# TASK PROMPT
For each record below, write an exact copy.

+++

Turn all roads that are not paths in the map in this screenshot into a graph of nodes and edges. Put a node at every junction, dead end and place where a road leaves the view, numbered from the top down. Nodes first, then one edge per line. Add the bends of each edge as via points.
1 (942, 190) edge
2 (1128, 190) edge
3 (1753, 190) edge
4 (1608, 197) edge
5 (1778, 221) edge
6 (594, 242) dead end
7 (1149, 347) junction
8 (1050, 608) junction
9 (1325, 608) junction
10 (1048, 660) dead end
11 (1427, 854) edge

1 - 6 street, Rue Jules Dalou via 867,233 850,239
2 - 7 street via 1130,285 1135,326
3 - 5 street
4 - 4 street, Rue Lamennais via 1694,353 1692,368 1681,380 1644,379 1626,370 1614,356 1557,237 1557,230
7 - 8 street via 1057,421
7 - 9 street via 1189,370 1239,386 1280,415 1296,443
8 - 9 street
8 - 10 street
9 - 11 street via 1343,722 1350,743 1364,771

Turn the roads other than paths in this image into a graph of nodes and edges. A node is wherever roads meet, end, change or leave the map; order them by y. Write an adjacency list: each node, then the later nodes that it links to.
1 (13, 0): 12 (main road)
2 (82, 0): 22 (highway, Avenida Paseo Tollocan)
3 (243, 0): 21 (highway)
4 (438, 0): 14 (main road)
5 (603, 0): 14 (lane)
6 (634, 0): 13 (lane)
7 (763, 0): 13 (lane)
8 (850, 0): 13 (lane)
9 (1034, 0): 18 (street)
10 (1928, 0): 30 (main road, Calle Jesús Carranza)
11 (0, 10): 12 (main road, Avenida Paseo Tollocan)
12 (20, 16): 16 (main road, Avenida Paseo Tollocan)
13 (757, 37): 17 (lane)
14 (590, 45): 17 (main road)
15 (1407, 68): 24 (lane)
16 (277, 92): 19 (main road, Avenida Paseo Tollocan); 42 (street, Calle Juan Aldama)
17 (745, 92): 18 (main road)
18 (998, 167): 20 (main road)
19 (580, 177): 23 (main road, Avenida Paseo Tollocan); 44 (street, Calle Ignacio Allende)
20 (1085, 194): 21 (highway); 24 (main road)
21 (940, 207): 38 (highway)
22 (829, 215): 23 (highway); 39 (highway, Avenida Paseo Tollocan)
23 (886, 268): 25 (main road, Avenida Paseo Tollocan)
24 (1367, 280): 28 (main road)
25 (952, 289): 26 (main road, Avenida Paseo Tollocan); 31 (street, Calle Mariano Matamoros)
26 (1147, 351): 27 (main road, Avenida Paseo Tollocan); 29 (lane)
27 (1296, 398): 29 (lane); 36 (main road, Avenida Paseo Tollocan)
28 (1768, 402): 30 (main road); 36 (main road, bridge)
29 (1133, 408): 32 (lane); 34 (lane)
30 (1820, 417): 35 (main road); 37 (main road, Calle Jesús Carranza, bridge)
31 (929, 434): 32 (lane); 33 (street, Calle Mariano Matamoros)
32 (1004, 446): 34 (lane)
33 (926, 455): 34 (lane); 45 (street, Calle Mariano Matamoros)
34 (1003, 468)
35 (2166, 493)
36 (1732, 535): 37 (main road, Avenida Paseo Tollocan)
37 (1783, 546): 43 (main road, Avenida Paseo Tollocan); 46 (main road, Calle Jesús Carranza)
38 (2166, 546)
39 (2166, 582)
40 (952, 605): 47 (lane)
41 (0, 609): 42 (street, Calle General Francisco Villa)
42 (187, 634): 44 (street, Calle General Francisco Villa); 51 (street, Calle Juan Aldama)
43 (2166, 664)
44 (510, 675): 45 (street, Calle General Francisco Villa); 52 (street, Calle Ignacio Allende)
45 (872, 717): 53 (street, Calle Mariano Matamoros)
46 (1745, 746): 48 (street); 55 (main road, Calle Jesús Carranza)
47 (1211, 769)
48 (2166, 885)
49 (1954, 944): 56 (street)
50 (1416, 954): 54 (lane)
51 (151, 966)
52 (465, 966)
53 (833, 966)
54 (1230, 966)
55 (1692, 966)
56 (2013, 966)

+++

# EXERCISE RESULT
Turn all roads that are not paths in the map in this screenshot into a graph of nodes and edges. Put a node at every junction, dead end and place where a road leaves the view, numbered from the top down. Nodes first, then one edge per line. Add the bends of each edge as via points.
1 (942, 190) edge
2 (1128, 190) edge
3 (1753, 190) edge
4 (1608, 197) edge
5 (1778, 221) edge
6 (594, 242) dead end
7 (1149, 347) junction
8 (1050, 608) junction
9 (1325, 608) junction
10 (1048, 660) dead end
11 (1427, 854) edge

1 - 6 street, Rue Jules Dalou via 867,233 850,239
2 - 7 street via 1130,285 1135,326
3 - 5 street
4 - 4 street, Rue Lamennais via 1694,353 1692,368 1681,380 1644,379 1626,370 1614,356 1557,237 1557,230
7 - 8 street via 1057,421
7 - 9 street via 1189,370 1239,386 1280,415 1296,443
8 - 9 street
8 - 10 street
9 - 11 street via 1343,722 1350,743 1364,771

Turn the roads other than paths in this image into a graph of nodes and edges. A node is wherever roads meet, end, change or leave the map; order them by y. Write an adjacency list: each node, then the later nodes that it links to.
1 (13, 0): 12 (main road)
2 (82, 0): 22 (highway, Avenida Paseo Tollocan)
3 (243, 0): 21 (highway)
4 (438, 0): 14 (main road)
5 (603, 0): 14 (lane)
6 (634, 0): 13 (lane)
7 (763, 0): 13 (lane)
8 (850, 0): 13 (lane)
9 (1034, 0): 18 (street)
10 (1928, 0): 30 (main road, Calle Jesús Carranza)
11 (0, 10): 12 (main road, Avenida Paseo Tollocan)
12 (20, 16): 16 (main road, Avenida Paseo Tollocan)
13 (757, 37): 17 (lane)
14 (590, 45): 17 (main road)
15 (1407, 68): 24 (lane)
16 (277, 92): 19 (main road, Avenida Paseo Tollocan); 42 (street, Calle Juan Aldama)
17 (745, 92): 18 (main road)
18 (998, 167): 20 (main road)
19 (580, 177): 23 (main road, Avenida Paseo Tollocan); 44 (street, Calle Ignacio Allende)
20 (1085, 194): 21 (highway); 24 (main road)
21 (940, 207): 38 (highway)
22 (829, 215): 23 (highway); 39 (highway, Avenida Paseo Tollocan)
23 (886, 268): 25 (main road, Avenida Paseo Tollocan)
24 (1367, 280): 28 (main road)
25 (952, 289): 26 (main road, Avenida Paseo Tollocan); 31 (street, Calle Mariano Matamoros)
26 (1147, 351): 27 (main road, Avenida Paseo Tollocan); 29 (lane)
27 (1296, 398): 29 (lane); 36 (main road, Avenida Paseo Tollocan)
28 (1768, 402): 30 (main road); 36 (main road, bridge)
29 (1133, 408): 32 (lane); 34 (lane)
30 (1820, 417): 35 (main road); 37 (main road, Calle Jesús Carranza, bridge)
31 (929, 434): 32 (lane); 33 (street, Calle Mariano Matamoros)
32 (1004, 446): 34 (lane)
33 (926, 455): 34 (lane); 45 (street, Calle Mariano Matamoros)
34 (1003, 468)
35 (2166, 493)
36 (1732, 535): 37 (main road, Avenida Paseo Tollocan)
37 (1783, 546): 43 (main road, Avenida Paseo Tollocan); 46 (main road, Calle Jesús Carranza)
38 (2166, 546)
39 (2166, 582)
40 (952, 605): 47 (lane)
41 (0, 609): 42 (street, Calle General Francisco Villa)
42 (187, 634): 44 (street, Calle General Francisco Villa); 51 (street, Calle Juan Aldama)
43 (2166, 664)
44 (510, 675): 45 (street, Calle General Francisco Villa); 52 (street, Calle Ignacio Allende)
45 (872, 717): 53 (street, Calle Mariano Matamoros)
46 (1745, 746): 48 (street); 55 (main road, Calle Jesús Carranza)
47 (1211, 769)
48 (2166, 885)
49 (1954, 944): 56 (street)
50 (1416, 954): 54 (lane)
51 (151, 966)
52 (465, 966)
53 (833, 966)
54 (1230, 966)
55 (1692, 966)
56 (2013, 966)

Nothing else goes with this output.